Collected data entries:
====

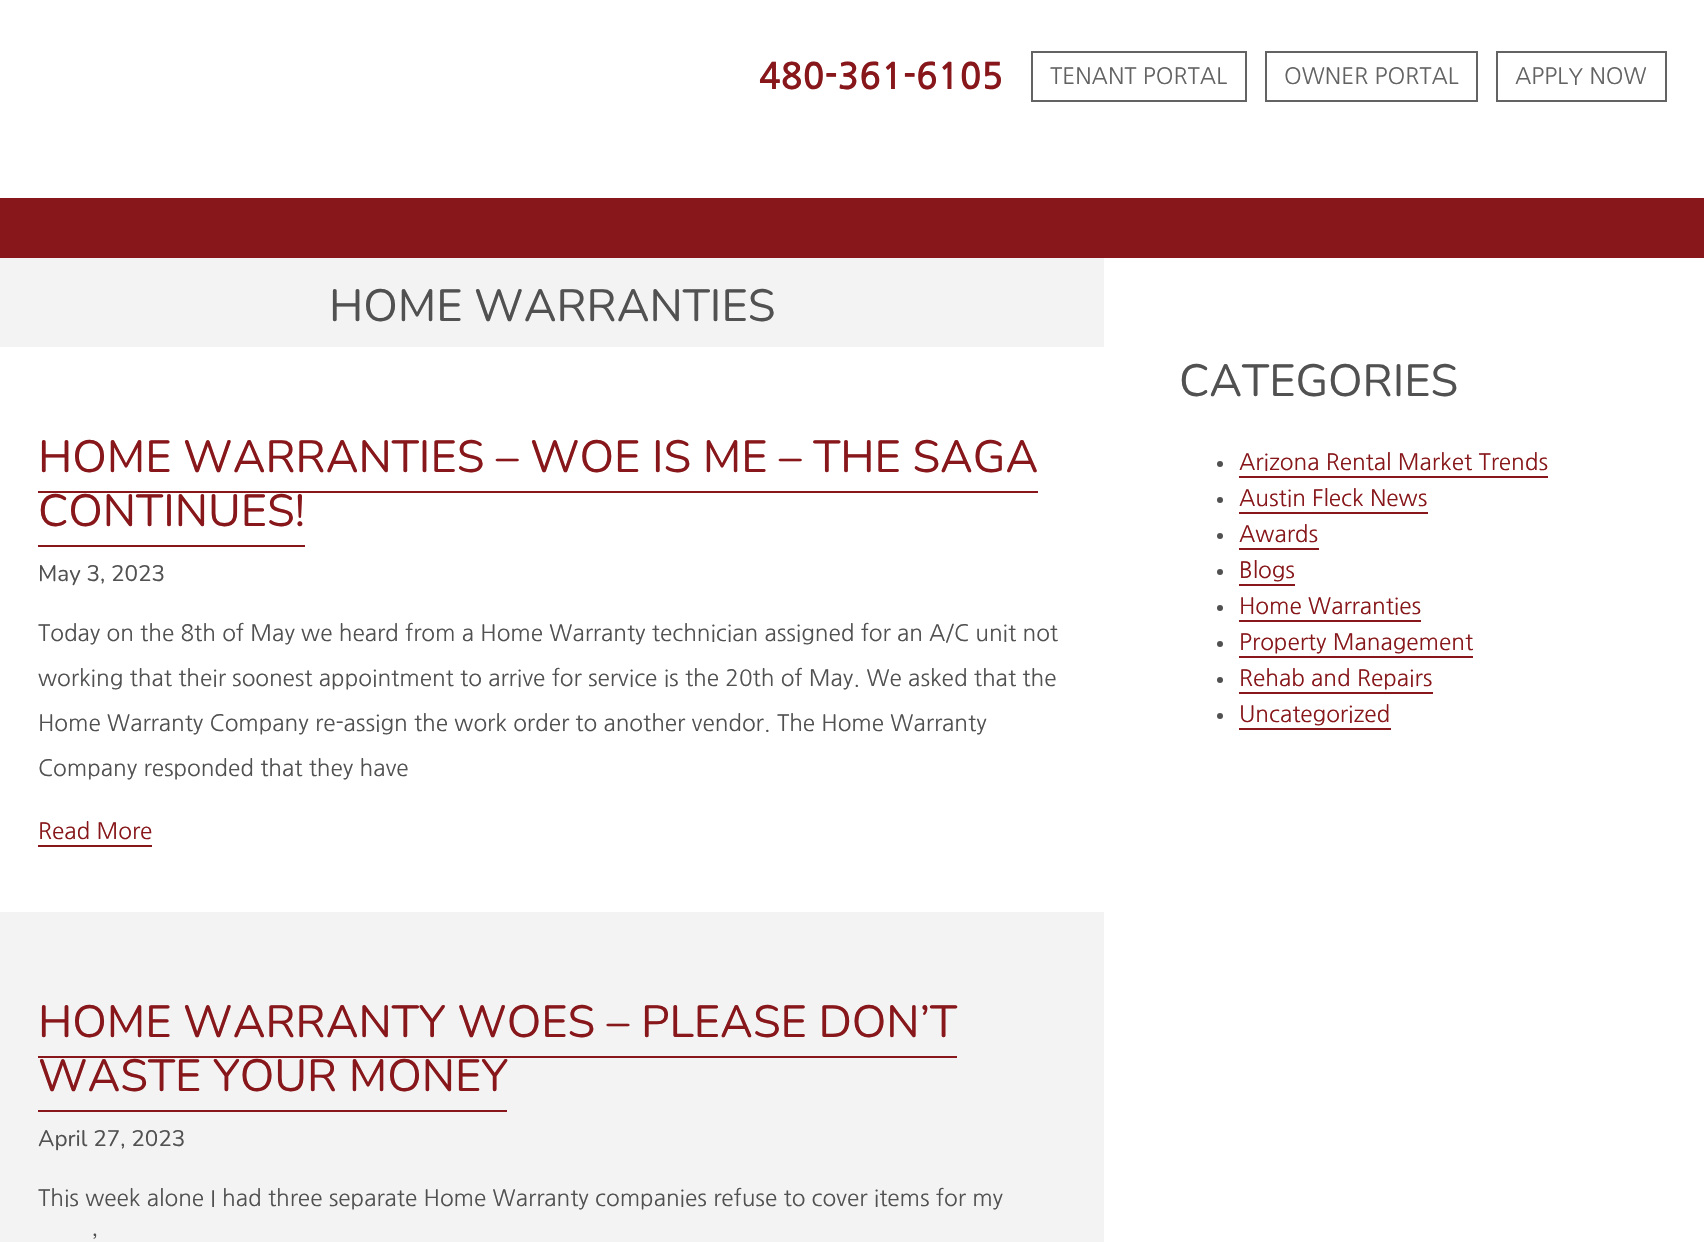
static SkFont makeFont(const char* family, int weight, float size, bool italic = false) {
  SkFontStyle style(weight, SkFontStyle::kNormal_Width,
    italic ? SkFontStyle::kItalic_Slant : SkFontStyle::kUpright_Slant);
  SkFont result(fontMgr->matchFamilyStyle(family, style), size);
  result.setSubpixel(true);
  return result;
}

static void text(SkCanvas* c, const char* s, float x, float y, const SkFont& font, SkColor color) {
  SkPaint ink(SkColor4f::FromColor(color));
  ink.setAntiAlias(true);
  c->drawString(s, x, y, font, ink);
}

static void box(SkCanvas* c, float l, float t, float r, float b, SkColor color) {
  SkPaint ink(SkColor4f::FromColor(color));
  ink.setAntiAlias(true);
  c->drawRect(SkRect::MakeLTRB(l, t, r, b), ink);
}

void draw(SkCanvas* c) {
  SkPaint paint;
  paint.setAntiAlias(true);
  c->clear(0xffffffff);
  SkFont face1 = makeFont("NanumGothic", 700, 36);
  text(c, "480-361-6105", 759, 89, face1, 0xff87171a);
  paint.setStyle(SkPaint::kStroke_Style);
  paint.setStrokeWidth(2);
  paint.setColor(0xff636363);
  c->drawRect(SkRect::MakeLTRB(1032, 52, 1246, 101), paint);
  SkFont face2 = makeFont("NanumGothic", 400, 22.5f);
  text(c, "TENANT PORTAL", 1050, 84, face2, 0xff636363);
  c->drawRect(SkRect::MakeLTRB(1266, 52, 1477, 101), paint);
  text(c, "OWNER PORTAL", 1284, 84, face2, 0xff636363);
  c->drawRect(SkRect::MakeLTRB(1497, 52, 1666, 101), paint);
  text(c, "APPLY NOW", 1515, 84, face2, 0xff636363);
  box(c, 0, 198, 1704, 258, 0xff87171a);
  box(c, 0, 258, 1104, 1242, 0xfff3f3f3);
  SkFont face3 = makeFont("Nunito", 400, 45);
  text(c, "HOME WARRANTIES", 329, 321, face3, 0xff515151);
  box(c, 0, 347, 1104, 912, 0xffffffff);
  text(c, "HOME WARRANTIES – WOE IS ME – THE SAGA", 38, 472, face3, 0xff87171a);
  text(c, "CONTINUES!", 38, 526, face3, 0xff87171a);
  box(c, 38, 491, 1038, 493, 0xff87171a);
  box(c, 38, 545, 305, 547, 0xff87171a);
  SkFont face4 = makeFont("Nunito", 400, 22.5f);
  text(c, "May 3, 2023", 38, 581, face4, 0xff515151);
  text(c, "Today on the 8th of May we heard from a Home Warranty technician assigned for an A/C unit not", 38, 641, face2, 0xff515151);
  text(c, "working that their soonest appointment to arrive for service is the 20th of May. We asked that the", 38, 686, face2, 0xff515151);
  text(c, "Home Warranty Company re-assign the work order to another vendor. The Home Warranty", 38, 731, face2, 0xff515151);
  text(c, "Company responded that they have", 38, 776, face2, 0xff515151);
  text(c, "Read More", 38, 839, face2, 0xff87171a);
  box(c, 38, 845, 152, 847, 0xff87171a);
  text(c, "HOME WARRANTY WOES – PLEASE DON’T", 38, 1037, face3, 0xff87171a);
  text(c, "WASTE YOUR MONEY", 38, 1091, face3, 0xff87171a);
  box(c, 38, 1056, 957, 1058, 0xff87171a);
  box(c, 38, 1110, 507, 1112, 0xff87171a);
  text(c, "April 27, 2023", 38, 1146, face4, 0xff515151);
  text(c, "This week alone I had three separate Home Warranty companies refuse to cover items for my", 38, 1206, face2, 0xff515151);
  text(c, "’", 93, 1251, face2, 0xff515151);
  text(c, "CATEGORIES", 1179, 396, face3, 0xff515151);
  paint.setStyle(SkPaint::kFill_Style);
  paint.setColor(0xff515151);
  c->drawCircle(1220, 464, 3, paint);
  text(c, "Arizona Rental Market Trends", 1239, 470, face2, 0xff87171a);
  box(c, 1239, 476, 1548, 478, 0xff87171a);
  c->drawCircle(1220, 500, 3, paint);
  text(c, "Austin Fleck News", 1239, 506, face2, 0xff87171a);
  box(c, 1239, 512, 1428, 514, 0xff87171a);
  c->drawCircle(1220, 536, 3, paint);
  text(c, "Awards", 1239, 542, face2, 0xff87171a);
  box(c, 1239, 548, 1319, 550, 0xff87171a);
  c->drawCircle(1220, 572, 3, paint);
  text(c, "Blogs", 1239, 578, face2, 0xff87171a);
  box(c, 1239, 584, 1295, 586, 0xff87171a);
  c->drawCircle(1220, 608, 3, paint);
  text(c, "Home Warranties", 1239, 614, face2, 0xff87171a);
  box(c, 1239, 620, 1421, 622, 0xff87171a);
  c->drawCircle(1220, 644, 3, paint);
  text(c, "Property Management", 1239, 650, face2, 0xff87171a);
  box(c, 1239, 656, 1473, 658, 0xff87171a);
  c->drawCircle(1220, 680, 3, paint);
  text(c, "Rehab and Repairs", 1239, 686, face2, 0xff87171a);
  box(c, 1239, 692, 1433, 694, 0xff87171a);
  c->drawCircle(1220, 716, 3, paint);
  text(c, "Uncategorized", 1239, 722, face2, 0xff87171a);
  box(c, 1239, 728, 1391, 730, 0xff87171a);
}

====

▶ **Work instructions**
From the data above, output only the lines between the line containing "c->drawRect(SkRect::MakeLTRB(l, t, r, b), ink);" and the line containing "paint.setAntiAlias(true);", inclusive, exactly as written.

▶ **Task result**
  c->drawRect(SkRect::MakeLTRB(l, t, r, b), ink);
}

void draw(SkCanvas* c) {
  SkPaint paint;
  paint.setAntiAlias(true);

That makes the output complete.